#### Saved data entries
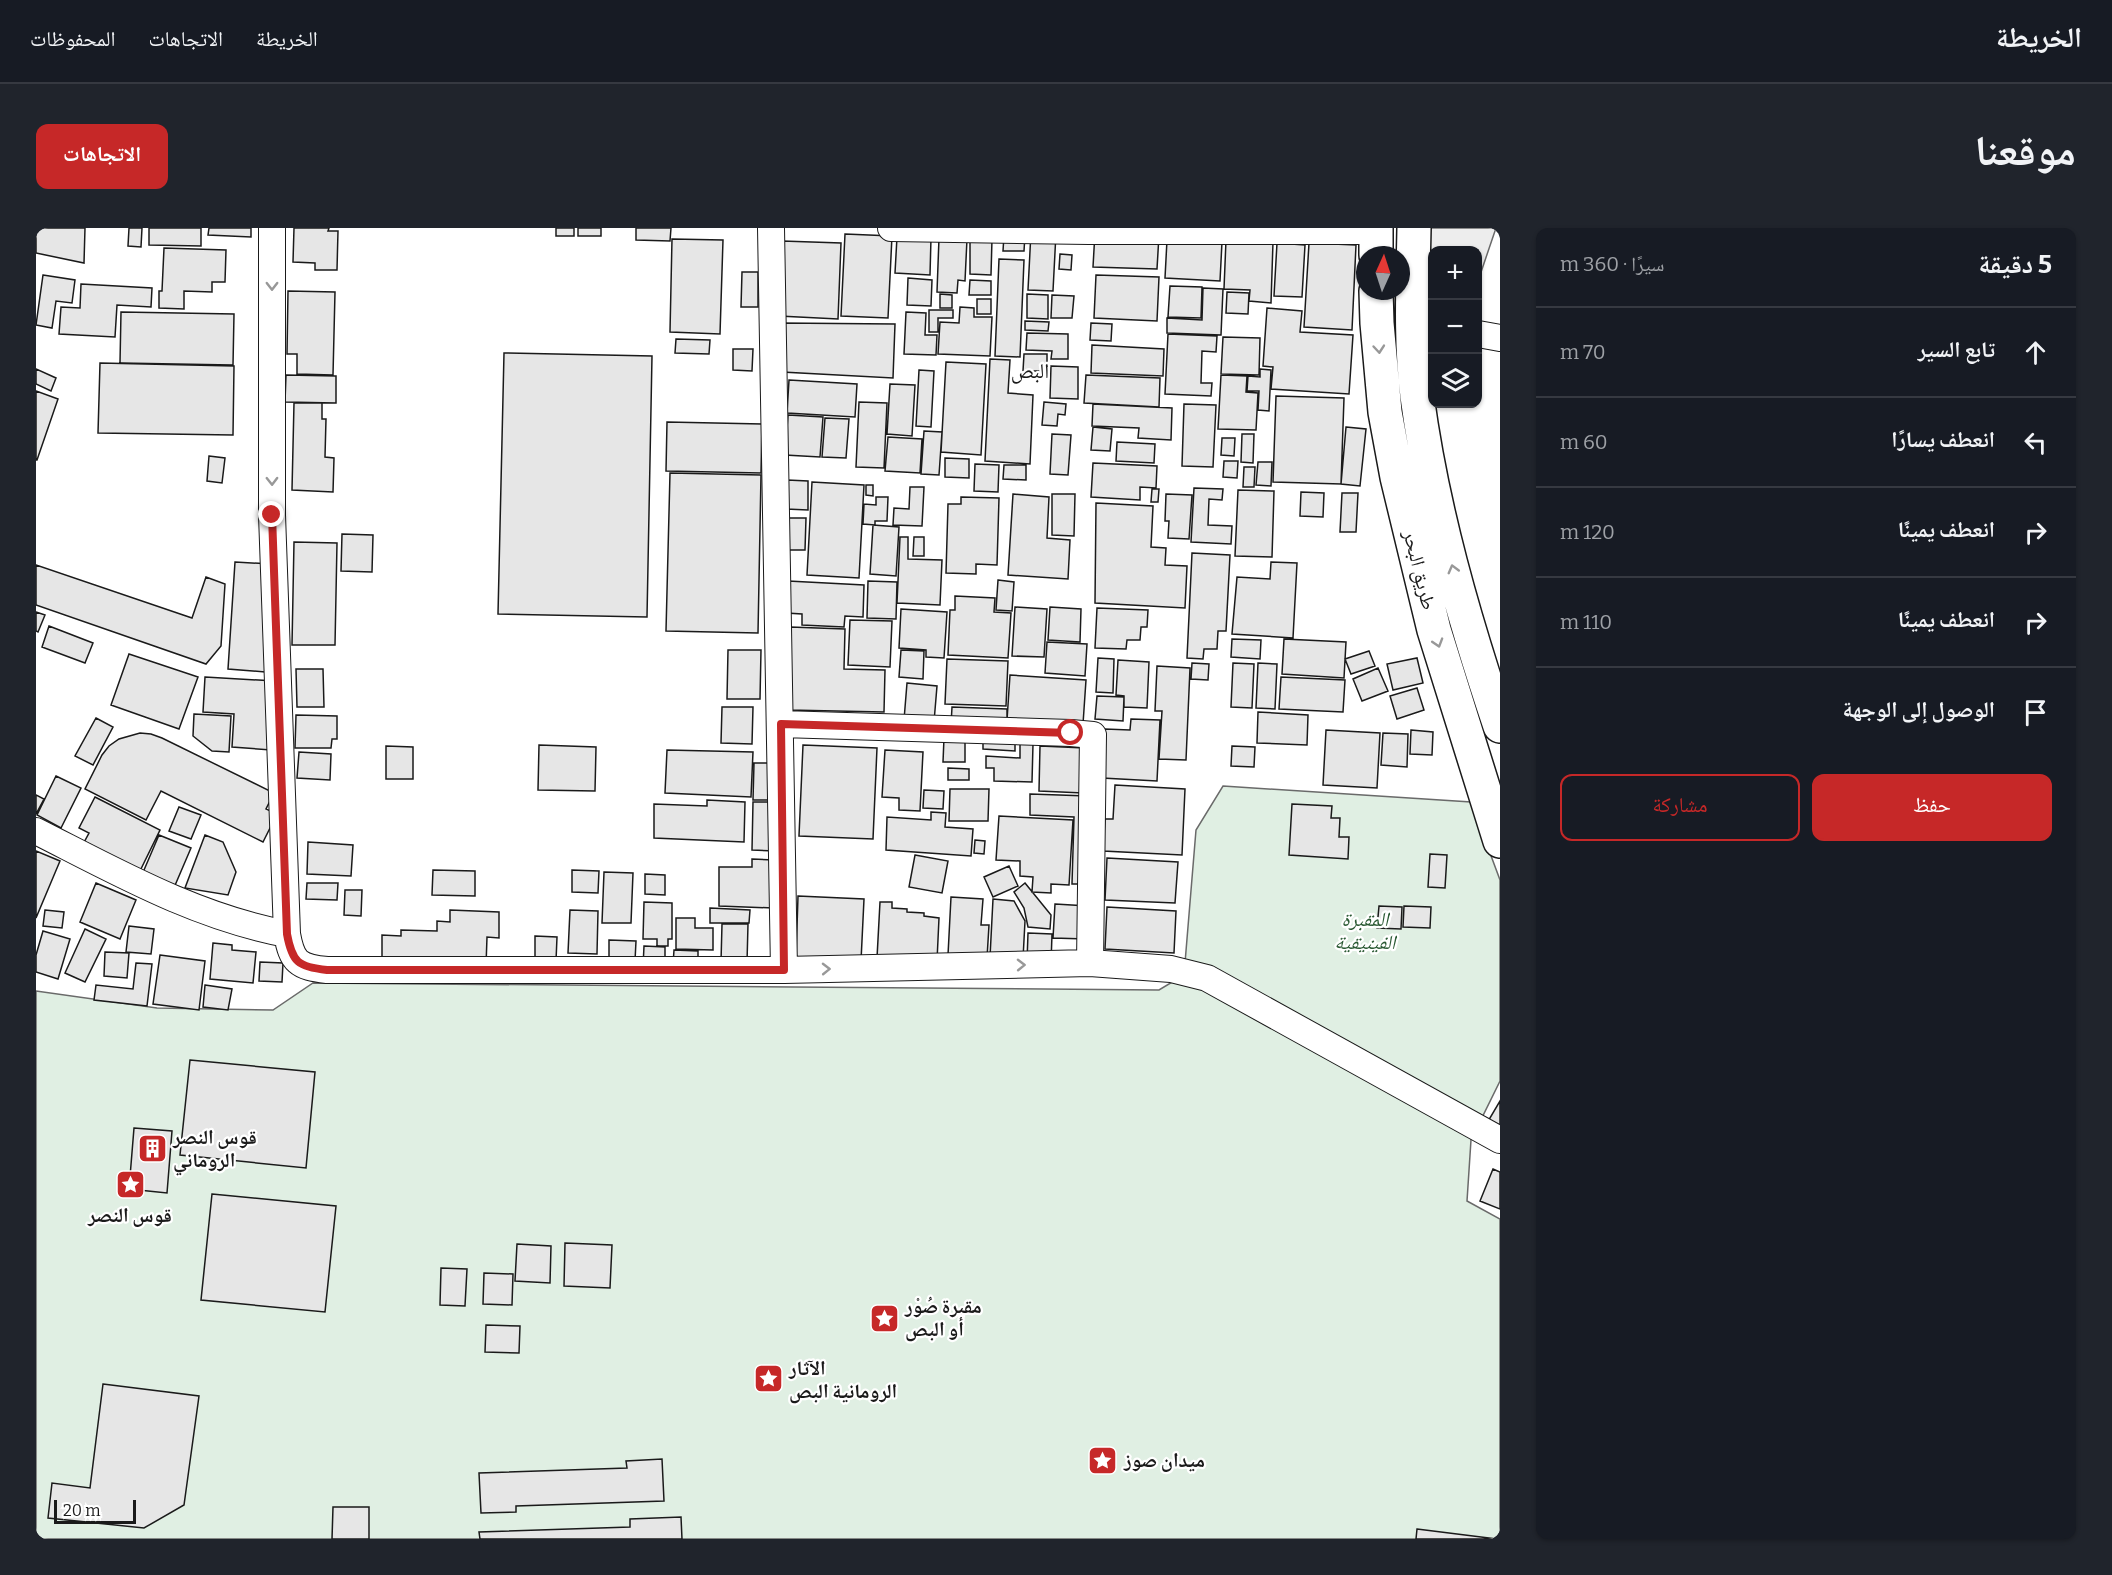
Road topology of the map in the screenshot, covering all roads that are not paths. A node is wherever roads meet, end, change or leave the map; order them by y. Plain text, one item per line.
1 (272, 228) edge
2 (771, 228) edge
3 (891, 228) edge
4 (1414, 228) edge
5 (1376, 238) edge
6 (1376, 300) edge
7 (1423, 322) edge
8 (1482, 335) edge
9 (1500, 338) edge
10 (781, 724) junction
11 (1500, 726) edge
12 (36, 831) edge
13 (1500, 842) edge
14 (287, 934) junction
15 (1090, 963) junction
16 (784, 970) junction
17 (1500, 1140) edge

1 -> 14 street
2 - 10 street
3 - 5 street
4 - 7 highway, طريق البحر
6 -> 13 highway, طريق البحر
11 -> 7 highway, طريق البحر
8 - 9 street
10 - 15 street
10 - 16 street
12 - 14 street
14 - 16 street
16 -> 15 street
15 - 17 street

#### The problem
A verbatim copy of all the records, minus the pictures, is the expected answer.

#### Solution to the exercise
Road topology of the map in the screenshot, covering all roads that are not paths. A node is wherever roads meet, end, change or leave the map; order them by y. Plain text, one item per line.
1 (272, 228) edge
2 (771, 228) edge
3 (891, 228) edge
4 (1414, 228) edge
5 (1376, 238) edge
6 (1376, 300) edge
7 (1423, 322) edge
8 (1482, 335) edge
9 (1500, 338) edge
10 (781, 724) junction
11 (1500, 726) edge
12 (36, 831) edge
13 (1500, 842) edge
14 (287, 934) junction
15 (1090, 963) junction
16 (784, 970) junction
17 (1500, 1140) edge

1 -> 14 street
2 - 10 street
3 - 5 street
4 - 7 highway, طريق البحر
6 -> 13 highway, طريق البحر
11 -> 7 highway, طريق البحر
8 - 9 street
10 - 15 street
10 - 16 street
12 - 14 street
14 - 16 street
16 -> 15 street
15 - 17 street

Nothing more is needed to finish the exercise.